* **Prompt**
Check each line of the records below for the word "numbered" and copy those where it appears.

* **Given data**

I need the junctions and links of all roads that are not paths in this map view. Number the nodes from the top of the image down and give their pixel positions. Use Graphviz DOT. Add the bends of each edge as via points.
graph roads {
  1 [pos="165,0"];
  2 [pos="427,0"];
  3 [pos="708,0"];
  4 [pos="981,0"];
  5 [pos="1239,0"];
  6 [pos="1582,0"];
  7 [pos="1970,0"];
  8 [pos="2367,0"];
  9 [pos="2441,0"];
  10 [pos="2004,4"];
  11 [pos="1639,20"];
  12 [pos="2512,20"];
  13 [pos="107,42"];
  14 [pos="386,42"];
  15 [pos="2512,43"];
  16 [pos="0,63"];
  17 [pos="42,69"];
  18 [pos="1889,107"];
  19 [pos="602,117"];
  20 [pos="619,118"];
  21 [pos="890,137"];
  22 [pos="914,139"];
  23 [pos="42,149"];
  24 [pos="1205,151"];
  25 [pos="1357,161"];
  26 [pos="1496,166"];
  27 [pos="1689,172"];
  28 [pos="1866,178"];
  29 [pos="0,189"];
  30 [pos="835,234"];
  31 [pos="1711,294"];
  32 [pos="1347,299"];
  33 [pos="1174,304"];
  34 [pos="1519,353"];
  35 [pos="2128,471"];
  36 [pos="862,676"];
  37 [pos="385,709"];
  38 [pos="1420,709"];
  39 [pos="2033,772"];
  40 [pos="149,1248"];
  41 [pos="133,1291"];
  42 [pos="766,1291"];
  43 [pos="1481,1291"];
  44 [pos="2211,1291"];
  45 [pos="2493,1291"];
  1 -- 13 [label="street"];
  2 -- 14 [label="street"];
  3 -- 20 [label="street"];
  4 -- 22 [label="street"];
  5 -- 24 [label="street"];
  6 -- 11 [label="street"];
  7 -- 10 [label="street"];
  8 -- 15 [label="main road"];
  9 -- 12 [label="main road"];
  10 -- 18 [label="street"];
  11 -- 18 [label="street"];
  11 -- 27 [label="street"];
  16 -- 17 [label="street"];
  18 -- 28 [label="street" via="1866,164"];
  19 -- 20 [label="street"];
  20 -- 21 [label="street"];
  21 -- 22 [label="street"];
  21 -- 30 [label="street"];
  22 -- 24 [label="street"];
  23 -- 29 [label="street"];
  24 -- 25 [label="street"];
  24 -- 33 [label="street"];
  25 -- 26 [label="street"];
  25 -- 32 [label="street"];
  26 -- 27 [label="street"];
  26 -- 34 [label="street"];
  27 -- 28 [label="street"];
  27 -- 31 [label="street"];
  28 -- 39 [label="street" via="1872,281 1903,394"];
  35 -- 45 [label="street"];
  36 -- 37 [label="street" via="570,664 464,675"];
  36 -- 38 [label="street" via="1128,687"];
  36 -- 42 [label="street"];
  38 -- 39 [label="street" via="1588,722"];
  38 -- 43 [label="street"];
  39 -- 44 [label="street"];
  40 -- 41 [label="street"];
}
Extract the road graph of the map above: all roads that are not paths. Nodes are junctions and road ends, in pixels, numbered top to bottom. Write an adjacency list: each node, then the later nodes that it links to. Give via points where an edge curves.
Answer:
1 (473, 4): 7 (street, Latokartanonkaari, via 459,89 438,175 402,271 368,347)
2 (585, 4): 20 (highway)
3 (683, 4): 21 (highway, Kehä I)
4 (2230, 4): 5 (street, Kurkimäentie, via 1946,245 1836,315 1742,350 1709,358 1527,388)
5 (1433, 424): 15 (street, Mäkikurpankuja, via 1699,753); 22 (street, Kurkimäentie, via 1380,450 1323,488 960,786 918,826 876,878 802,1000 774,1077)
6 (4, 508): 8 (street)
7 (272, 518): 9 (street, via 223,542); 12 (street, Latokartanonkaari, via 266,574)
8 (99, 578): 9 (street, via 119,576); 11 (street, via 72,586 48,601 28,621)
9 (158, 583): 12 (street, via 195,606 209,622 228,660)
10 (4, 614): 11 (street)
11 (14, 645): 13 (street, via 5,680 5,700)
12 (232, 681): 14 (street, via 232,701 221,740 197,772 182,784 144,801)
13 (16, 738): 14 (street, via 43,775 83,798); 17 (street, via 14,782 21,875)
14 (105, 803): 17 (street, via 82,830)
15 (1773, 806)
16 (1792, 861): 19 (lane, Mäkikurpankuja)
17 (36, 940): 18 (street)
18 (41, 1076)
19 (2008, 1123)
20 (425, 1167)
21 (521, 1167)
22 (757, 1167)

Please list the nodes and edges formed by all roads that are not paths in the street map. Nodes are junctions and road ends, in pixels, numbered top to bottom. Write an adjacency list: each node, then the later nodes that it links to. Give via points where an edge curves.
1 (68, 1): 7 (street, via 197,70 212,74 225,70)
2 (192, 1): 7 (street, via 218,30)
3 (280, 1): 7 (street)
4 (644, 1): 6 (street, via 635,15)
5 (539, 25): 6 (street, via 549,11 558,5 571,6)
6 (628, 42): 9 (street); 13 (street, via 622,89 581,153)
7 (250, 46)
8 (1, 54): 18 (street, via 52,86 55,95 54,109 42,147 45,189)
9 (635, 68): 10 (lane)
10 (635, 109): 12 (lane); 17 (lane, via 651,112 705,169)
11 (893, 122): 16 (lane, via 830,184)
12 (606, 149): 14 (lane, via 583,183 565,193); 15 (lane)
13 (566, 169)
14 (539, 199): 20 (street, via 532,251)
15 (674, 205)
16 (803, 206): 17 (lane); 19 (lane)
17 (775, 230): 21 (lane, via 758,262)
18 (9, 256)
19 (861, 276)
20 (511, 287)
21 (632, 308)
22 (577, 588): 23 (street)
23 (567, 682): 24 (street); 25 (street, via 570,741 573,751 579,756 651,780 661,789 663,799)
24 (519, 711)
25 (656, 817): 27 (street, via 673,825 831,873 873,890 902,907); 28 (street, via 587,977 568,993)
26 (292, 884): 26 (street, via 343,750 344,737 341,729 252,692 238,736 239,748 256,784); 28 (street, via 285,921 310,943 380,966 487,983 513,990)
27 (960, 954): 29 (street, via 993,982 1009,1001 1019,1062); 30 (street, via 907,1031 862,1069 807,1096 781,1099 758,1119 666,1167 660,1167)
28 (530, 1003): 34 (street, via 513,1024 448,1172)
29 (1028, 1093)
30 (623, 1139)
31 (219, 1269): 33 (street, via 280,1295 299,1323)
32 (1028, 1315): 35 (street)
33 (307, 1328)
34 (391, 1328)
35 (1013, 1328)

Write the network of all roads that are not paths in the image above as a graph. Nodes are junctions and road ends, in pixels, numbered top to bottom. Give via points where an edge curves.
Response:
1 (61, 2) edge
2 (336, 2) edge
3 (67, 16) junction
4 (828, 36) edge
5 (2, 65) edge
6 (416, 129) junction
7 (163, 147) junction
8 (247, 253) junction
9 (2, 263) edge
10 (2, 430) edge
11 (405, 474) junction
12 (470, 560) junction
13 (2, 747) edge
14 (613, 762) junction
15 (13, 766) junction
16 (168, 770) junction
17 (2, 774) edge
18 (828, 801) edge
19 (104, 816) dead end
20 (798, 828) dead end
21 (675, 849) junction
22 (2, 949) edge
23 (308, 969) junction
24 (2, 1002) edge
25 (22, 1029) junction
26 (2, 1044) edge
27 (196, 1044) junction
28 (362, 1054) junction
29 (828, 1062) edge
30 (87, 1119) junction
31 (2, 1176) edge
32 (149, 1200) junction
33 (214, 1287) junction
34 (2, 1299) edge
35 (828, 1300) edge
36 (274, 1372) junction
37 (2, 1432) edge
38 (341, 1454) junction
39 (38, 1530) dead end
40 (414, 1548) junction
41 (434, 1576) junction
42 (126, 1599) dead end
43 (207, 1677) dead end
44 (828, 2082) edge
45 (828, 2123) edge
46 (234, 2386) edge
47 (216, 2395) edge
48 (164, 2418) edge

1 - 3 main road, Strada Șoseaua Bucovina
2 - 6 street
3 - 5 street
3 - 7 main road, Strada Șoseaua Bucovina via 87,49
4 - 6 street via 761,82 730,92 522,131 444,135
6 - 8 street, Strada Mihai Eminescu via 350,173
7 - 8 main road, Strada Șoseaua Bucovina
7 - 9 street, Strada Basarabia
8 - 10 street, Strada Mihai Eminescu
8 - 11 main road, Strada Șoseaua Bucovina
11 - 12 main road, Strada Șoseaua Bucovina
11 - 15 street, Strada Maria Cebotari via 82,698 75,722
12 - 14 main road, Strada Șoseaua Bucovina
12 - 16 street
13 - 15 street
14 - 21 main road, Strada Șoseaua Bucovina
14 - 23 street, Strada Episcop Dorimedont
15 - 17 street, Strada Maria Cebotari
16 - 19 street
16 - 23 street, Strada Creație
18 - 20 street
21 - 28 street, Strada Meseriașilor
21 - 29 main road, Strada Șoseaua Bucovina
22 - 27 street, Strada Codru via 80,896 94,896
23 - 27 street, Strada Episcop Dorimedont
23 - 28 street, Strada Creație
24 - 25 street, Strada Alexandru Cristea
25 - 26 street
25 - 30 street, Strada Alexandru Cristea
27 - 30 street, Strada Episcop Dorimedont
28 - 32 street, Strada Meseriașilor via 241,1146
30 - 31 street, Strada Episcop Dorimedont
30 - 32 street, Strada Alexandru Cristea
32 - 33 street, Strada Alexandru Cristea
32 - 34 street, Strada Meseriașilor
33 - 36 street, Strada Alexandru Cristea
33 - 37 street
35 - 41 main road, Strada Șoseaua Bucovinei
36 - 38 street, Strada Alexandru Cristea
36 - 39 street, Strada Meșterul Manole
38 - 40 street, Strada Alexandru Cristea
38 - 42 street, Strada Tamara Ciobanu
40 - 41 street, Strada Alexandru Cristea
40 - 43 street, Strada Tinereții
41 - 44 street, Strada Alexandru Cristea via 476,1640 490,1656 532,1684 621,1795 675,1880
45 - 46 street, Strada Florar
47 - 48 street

* **Response to this exercise**
Extract the road graph of the map above: all roads that are not paths. Nodes are junctions and road ends, in pixels, numbered top to bottom. Write an adjacency list: each node, then the later nodes that it links to. Give via points where an edge curves.
Please list the nodes and edges formed by all roads that are not paths in the street map. Nodes are junctions and road ends, in pixels, numbered top to bottom. Write an adjacency list: each node, then the later nodes that it links to. Give via points where an edge curves.
Write the network of all roads that are not paths in the image above as a graph. Nodes are junctions and road ends, in pixels, numbered top to bottom. Give via points where an edge curves.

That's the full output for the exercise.